Please retype the records below exactly as they appear, leaving out every picture.

DATA SUPPLIED:
________

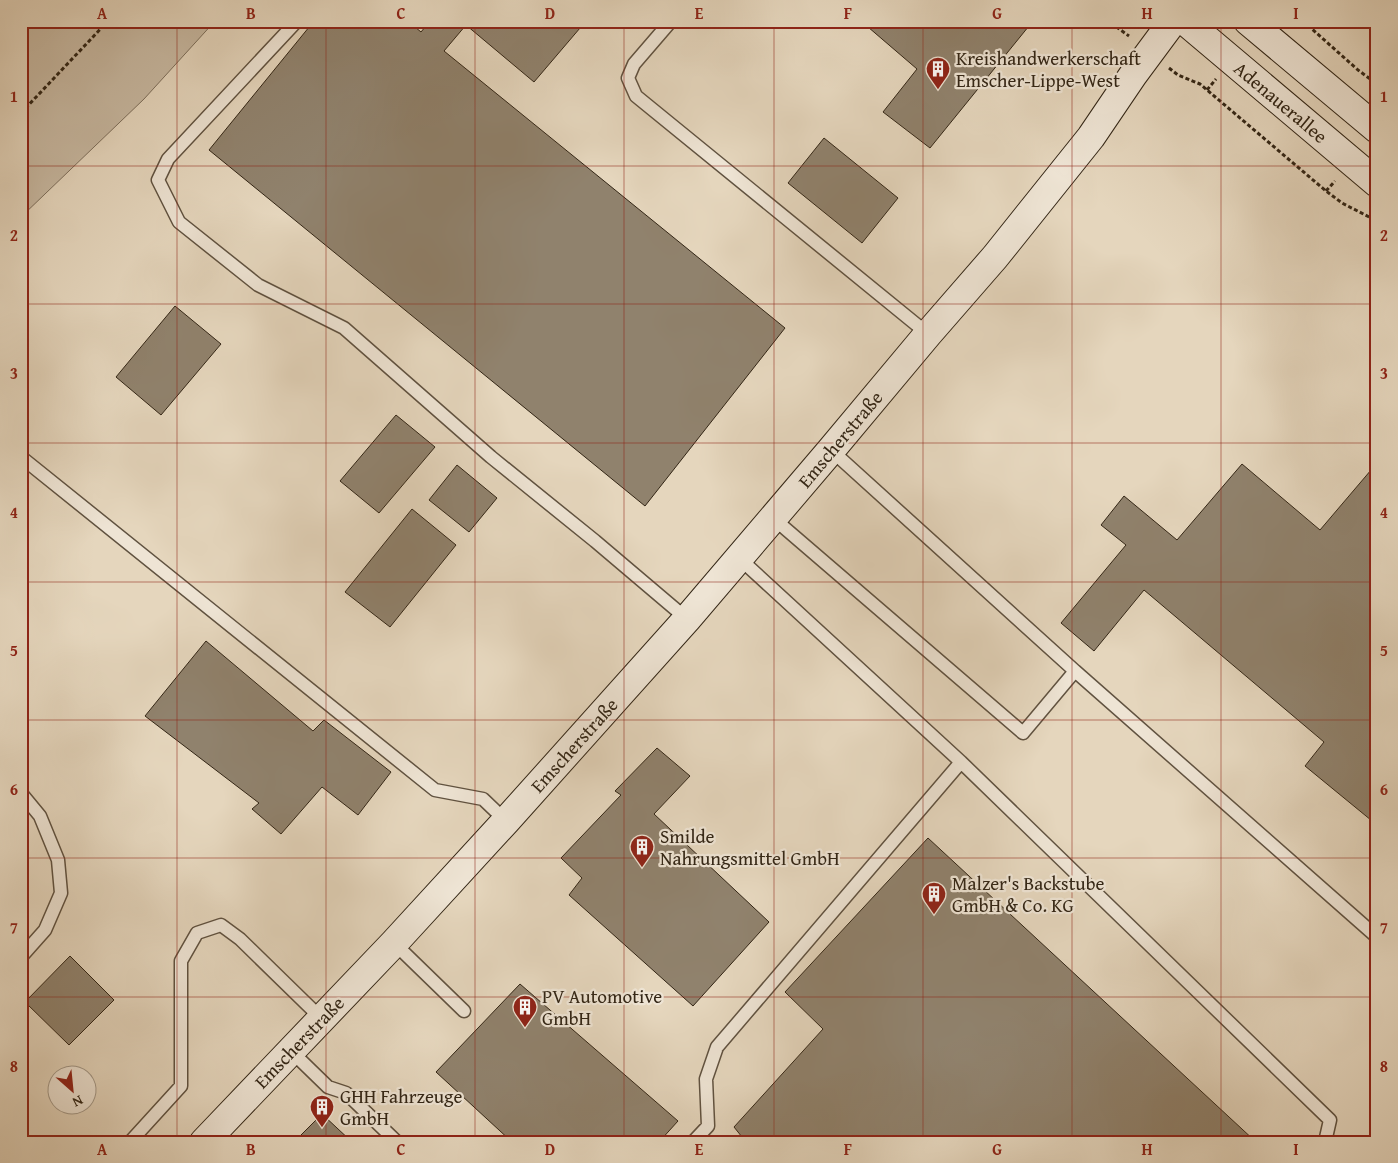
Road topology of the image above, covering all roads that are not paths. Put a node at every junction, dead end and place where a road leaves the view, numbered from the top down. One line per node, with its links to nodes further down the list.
1 (297, 21): 13 (lane)
2 (671, 21): 8 (lane)
3 (1174, 21): 8 (street, Emscherstraße)
4 (1185, 21): 7 (street, Adenauerallee)
5 (1248, 21): 6 (street)
6 (1377, 129)
7 (1377, 183)
8 (928, 334): 9 (street, Emscherstraße)
9 (831, 450): 11 (street, Emscherstraße); 14 (lane)
10 (21, 457): 17 (lane)
11 (773, 518): 12 (street, Emscherstraße); 14 (lane)
12 (739, 558): 13 (street, Emscherstraße); 15 (lane)
13 (687, 619): 17 (street, Emscherstraße)
14 (1075, 670): 18 (lane)
15 (961, 762): 27 (lane); 28 (lane)
16 (21, 793): 20 (lane)
17 (506, 820): 19 (street, Emscherstraße)
18 (1377, 937)
19 (394, 943): 21 (lane); 22 (street, Emscherstraße)
20 (21, 957)
21 (464, 1011)
22 (322, 1018): 23 (street, Emscherstraße); 24 (lane)
23 (291, 1051): 25 (street, Emscherstraße); 26 (lane)
24 (130, 1142)
25 (204, 1142)
26 (396, 1142)
27 (693, 1142)
28 (1325, 1142)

________

RESULT OF THE EXERCISE:
Road topology of the image above, covering all roads that are not paths. Put a node at every junction, dead end and place where a road leaves the view, numbered from the top down. One line per node, with its links to nodes further down the list.
1 (297, 21): 13 (lane)
2 (671, 21): 8 (lane)
3 (1174, 21): 8 (street, Emscherstraße)
4 (1185, 21): 7 (street, Adenauerallee)
5 (1248, 21): 6 (street)
6 (1377, 129)
7 (1377, 183)
8 (928, 334): 9 (street, Emscherstraße)
9 (831, 450): 11 (street, Emscherstraße); 14 (lane)
10 (21, 457): 17 (lane)
11 (773, 518): 12 (street, Emscherstraße); 14 (lane)
12 (739, 558): 13 (street, Emscherstraße); 15 (lane)
13 (687, 619): 17 (street, Emscherstraße)
14 (1075, 670): 18 (lane)
15 (961, 762): 27 (lane); 28 (lane)
16 (21, 793): 20 (lane)
17 (506, 820): 19 (street, Emscherstraße)
18 (1377, 937)
19 (394, 943): 21 (lane); 22 (street, Emscherstraße)
20 (21, 957)
21 (464, 1011)
22 (322, 1018): 23 (street, Emscherstraße); 24 (lane)
23 (291, 1051): 25 (street, Emscherstraße); 26 (lane)
24 (130, 1142)
25 (204, 1142)
26 (396, 1142)
27 (693, 1142)
28 (1325, 1142)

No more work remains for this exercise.